In its upper region the gear box 54 receives the extension 106 of the pump casing 108 which contains the fire pump drive shaft 110 rotatably supported within bearings 112. A gear 114 is keyed to the shaft 110 and meshes with the input drive gear 82 when the gear 82 is in the full-line position of FIG. 3. When the pump drive shaft 110 is being driven by the gear 82 the lubricating oil being transferred to gear 82 by idler gear 100 will lubricate the gear 114 and the bearings 112, and the idler gear eliminates the necessity for a separate lubricating pump.
The fire pump casing 108 is mounted upon the gear box 54 by the extension 106 received within the gear box and is bolted thereon by bolts 116. The fire pump casing 108 includes flow channels 118 defined therein, and the impeller 120 is keyed upon the impeller shaft 122 which constitutes an extension of the drive shaft 110. The fire pump includes the usual inlet and outlet ports, and valve structure associated therewith, not shown, and packing 124 will seal the pump against fluid leakage. The illustrated pump is a commercial embodiment of one type of pump used by the assignee, a Model QSMG pump manufactured by Hale Fire Pump Co. of Conshohocken, Pa.
When the drive gear 82 is in the full-line position of FIG. 3, the engine 22' and transmission 26' will be directly connected to the pump 56, and maximum pumping efficiency is directly achieved. During pumping, the vehicle is incapable of being power driven in that the gear 82 is out of mesh with the output gear 98.
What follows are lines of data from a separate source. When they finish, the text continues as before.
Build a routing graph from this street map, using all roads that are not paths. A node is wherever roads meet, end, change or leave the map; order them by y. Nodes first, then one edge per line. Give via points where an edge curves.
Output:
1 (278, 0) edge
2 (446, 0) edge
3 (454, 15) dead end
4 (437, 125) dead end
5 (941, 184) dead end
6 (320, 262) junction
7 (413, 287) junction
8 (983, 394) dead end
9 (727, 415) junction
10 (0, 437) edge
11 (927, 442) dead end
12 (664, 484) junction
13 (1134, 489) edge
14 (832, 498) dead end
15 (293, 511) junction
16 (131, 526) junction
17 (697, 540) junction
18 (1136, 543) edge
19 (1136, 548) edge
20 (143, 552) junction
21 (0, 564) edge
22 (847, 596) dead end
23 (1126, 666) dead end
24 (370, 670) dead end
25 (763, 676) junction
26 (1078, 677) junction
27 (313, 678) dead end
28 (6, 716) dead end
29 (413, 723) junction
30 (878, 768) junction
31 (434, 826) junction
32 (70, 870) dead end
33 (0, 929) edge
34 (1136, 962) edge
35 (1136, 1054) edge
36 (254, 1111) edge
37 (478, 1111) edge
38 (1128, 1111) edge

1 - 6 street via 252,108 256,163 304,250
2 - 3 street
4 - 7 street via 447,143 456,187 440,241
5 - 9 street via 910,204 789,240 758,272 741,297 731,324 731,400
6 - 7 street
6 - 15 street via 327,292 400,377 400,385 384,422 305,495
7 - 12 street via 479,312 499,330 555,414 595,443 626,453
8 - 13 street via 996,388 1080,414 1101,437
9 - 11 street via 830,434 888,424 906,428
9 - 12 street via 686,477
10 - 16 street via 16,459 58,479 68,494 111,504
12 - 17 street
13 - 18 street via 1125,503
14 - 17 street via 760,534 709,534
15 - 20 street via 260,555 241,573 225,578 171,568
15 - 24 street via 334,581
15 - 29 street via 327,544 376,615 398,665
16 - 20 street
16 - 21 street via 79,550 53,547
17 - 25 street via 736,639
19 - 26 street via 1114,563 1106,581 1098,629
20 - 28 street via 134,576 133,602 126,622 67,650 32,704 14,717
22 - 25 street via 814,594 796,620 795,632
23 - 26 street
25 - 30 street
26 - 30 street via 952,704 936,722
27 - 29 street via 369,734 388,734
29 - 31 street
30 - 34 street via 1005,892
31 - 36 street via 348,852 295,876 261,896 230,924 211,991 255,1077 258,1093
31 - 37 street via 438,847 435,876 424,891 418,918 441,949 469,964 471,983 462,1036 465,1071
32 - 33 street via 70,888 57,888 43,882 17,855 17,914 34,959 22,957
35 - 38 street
Upon shifting of the rod 88 to the right to locate the drive gear 82 at its dotted-line position of FIG. 3, the drive gear 82 will mesh with the gear box gear 98 and drive the output shaft 62 and the vehicle differential 66, and as this positioning of the gear 82 disconnects the fire pump drive shaft 110 from the gear 82, pumping ceases during vehicle movement. It will therefore be appreciated that the inventive concepts of the invention permit the fire pump gear box 54 to function as a combination transfer case between the engine 22' and rear wheel differential 66 and the pump 56, and simultaneously, the gear box serves as a support and close coupled connection to the pump.
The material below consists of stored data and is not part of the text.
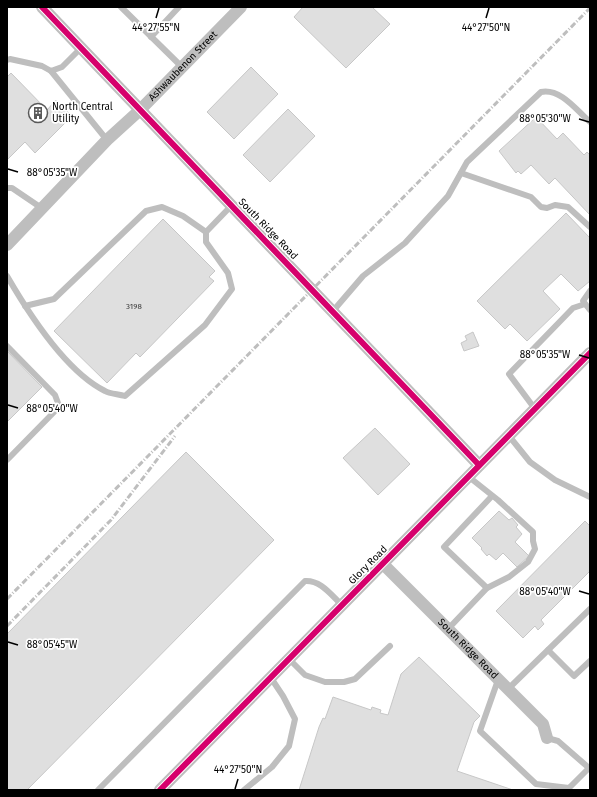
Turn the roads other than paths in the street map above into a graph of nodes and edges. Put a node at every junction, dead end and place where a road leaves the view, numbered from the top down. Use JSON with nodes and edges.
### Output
{"nodes":[{"id":1,"x":42,"y":7,"type":"edge"},
{"id":2,"x":121,"y":7,"type":"edge"},
{"id":3,"x":179,"y":7,"type":"edge"},
{"id":4,"x":241,"y":7,"type":"edge"},
{"id":5,"x":151,"y":37,"type":"junction"},
{"id":6,"x":81,"y":48,"type":"junction"},
{"id":7,"x":7,"y":60,"type":"edge"},
{"id":8,"x":182,"y":67,"type":"junction"},
{"id":9,"x":51,"y":71,"type":"junction"},
{"id":10,"x":140,"y":110,"type":"junction"},
{"id":11,"x":590,"y":122,"type":"edge"},
{"id":12,"x":107,"y":140,"type":"junction"},
{"id":13,"x":461,"y":173,"type":"junction"},
{"id":14,"x":7,"y":188,"type":"edge"},
{"id":15,"x":232,"y":205,"type":"junction"},
{"id":16,"x":42,"y":209,"type":"junction"},
{"id":17,"x":590,"y":227,"type":"edge"},
{"id":18,"x":206,"y":232,"type":"junction"},
{"id":19,"x":7,"y":245,"type":"edge"},
{"id":20,"x":7,"y":276,"type":"edge"},
{"id":21,"x":590,"y":291,"type":"edge"},
{"id":22,"x":585,"y":304,"type":"junction"},
{"id":23,"x":25,"y":306,"type":"junction"},
{"id":24,"x":590,"y":310,"type":"edge"},
{"id":25,"x":333,"y":311,"type":"junction"},
{"id":26,"x":7,"y":346,"type":"edge"},
{"id":27,"x":590,"y":353,"type":"edge"},
{"id":28,"x":535,"y":408,"type":"junction"},
{"id":29,"x":509,"y":436,"type":"junction"},
{"id":30,"x":7,"y":460,"type":"edge"},
{"id":31,"x":479,"y":465,"type":"junction"},
{"id":32,"x":468,"y":477,"type":"junction"},
{"id":33,"x":492,"y":496,"type":"junction"},
{"id":34,"x":590,"y":497,"type":"edge"},
{"id":35,"x":383,"y":564,"type":"junction"},
{"id":36,"x":487,"y":588,"type":"junction"},
{"id":37,"x":342,"y":605,"type":"junction"},
{"id":38,"x":590,"y":609,"type":"edge"},
{"id":39,"x":448,"y":629,"type":"junction"},
{"id":40,"x":390,"y":646,"type":"dead end"},
{"id":41,"x":548,"y":650,"type":"junction"},
{"id":42,"x":289,"y":659,"type":"junction"},
{"id":43,"x":590,"y":661,"type":"edge"},
{"id":44,"x":270,"y":678,"type":"junction"},
{"id":45,"x":498,"y":680,"type":"junction"},
{"id":46,"x":508,"y":689,"type":"junction"},
{"id":47,"x":547,"y":738,"type":"joint"},
{"id":48,"x":589,"y":768,"type":"edge"},
{"id":49,"x":98,"y":790,"type":"edge"},
{"id":50,"x":160,"y":790,"type":"edge"},
{"id":51,"x":244,"y":790,"type":"edge"}],
"edges":[{"from":1,"to":6,"type":"street","name":"South Ridge Road"},
{"from":2,"to":5,"type":"lane"},
{"from":3,"to":5,"type":"lane"},
{"from":4,"to":8,"type":"street","name":"Ashwaubenon Street"},
{"from":5,"to":8,"type":"lane"},
{"from":6,"to":9,"type":"lane"},
{"from":6,"to":10,"type":"street","name":"South Ridge Road"},
{"from":7,"to":9,"type":"lane"},
{"from":8,"to":10,"type":"street","name":"Ashwaubenon Street"},
{"from":9,"to":12,"type":"lane"},
{"from":10,"to":12,"type":"street","name":"Ashwaubenon Street"},
{"from":10,"to":15,"type":"street","name":"South Ridge Road"},
{"from":11,"to":13,"type":"lane"},
{"from":12,"to":16,"type":"street","name":"Ashwaubenon Street"},
{"from":13,"to":17,"type":"lane"},
{"from":13,"to":25,"type":"lane"},
{"from":14,"to":16,"type":"lane"},
{"from":15,"to":18,"type":"lane"},
{"from":15,"to":25,"type":"street","name":"South Ridge Road"},
{"from":16,"to":19,"type":"street","name":"Ashwaubenon Street"},
{"from":18,"to":23,"type":"lane"},
{"from":18,"to":23,"type":"lane"},
{"from":20,"to":23,"type":"lane"},
{"from":21,"to":22,"type":"lane"},
{"from":22,"to":24,"type":"lane"},
{"from":22,"to":28,"type":"lane"},
{"from":25,"to":31,"type":"street","name":"South Ridge Road"},
{"from":26,"to":30,"type":"lane"},
{"from":27,"to":28,"type":"street","name":"Glory Road"},
{"from":28,"to":29,"type":"street","name":"Glory Road"},
{"from":29,"to":31,"type":"street","name":"Glory Road"},
{"from":29,"to":34,"type":"lane"},
{"from":31,"to":32,"type":"street","name":"Glory Road"},
{"from":32,"to":33,"type":"lane"},
{"from":32,"to":35,"type":"street","name":"Glory Road"},
{"from":33,"to":36,"type":"lane"},
{"from":33,"to":36,"type":"lane"},
{"from":35,"to":37,"type":"street","name":"Glory Road"},
{"from":35,"to":39,"type":"street","name":"South Ridge Road"},
{"from":36,"to":39,"type":"lane"},
{"from":37,"to":42,"type":"street","name":"Glory Road"},
{"from":37,"to":49,"type":"lane"},
{"from":38,"to":41,"type":"lane"},
{"from":39,"to":45,"type":"street","name":"South Ridge Road"},
{"from":40,"to":42,"type":"lane"},
{"from":41,"to":43,"type":"lane"},
{"from":41,"to":46,"type":"lane"},
{"from":42,"to":44,"type":"street","name":"Glory Road"},
{"from":44,"to":50,"type":"street","name":"Glory Road"},
{"from":44,"to":51,"type":"lane"},
{"from":45,"to":46,"type":"street","name":"South Ridge Road"},
{"from":45,"to":48,"type":"lane"},
{"from":46,"to":47,"type":"street","name":"South Ridge Road"},
{"from":47,"to":48,"type":"lane"}]}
The apparatus of FIG. 2, as compared to the prior art arrangement of FIG. 1, utilizes significant savings in the order of several thousands of dollars with respect to material and labor costs in that the transfer case 30 of FIG. 1 is eliminated. Additionally, approximately 500 pounds of weight are removed from the vehicle and the drive line gear noise is reduced by approximately 50%. The practice of the invention eliminates the need for special co-side loaded rear axles and differentials in that the proper direction of rotation of the power line shaft and universal joint assembly 68 is produced as compared to that produced with the arrangement of FIG. 1. Further, the pump 56 may be located in the normal position, i.e. lower with respect to the frame 10' allowing greater pump panel room for gauges, eliminating special plumbing adapters, and lowering the center of gravity of the vehicle. Further, the invention simplifies much of the plumbing and allows the engine, transmission and vehicle water tank to be mounted lower with respect to the frame and provides more room to mount fuel tanks on short wheel base vehicles. The invention also provides other advantages with respect to the cab mounting, frame construction and the use of lower cost power train components.
It is appreciated that various modifications to the inventive concepts may be apparent to those skilled in the art without departing from the spirit and scope of the invention.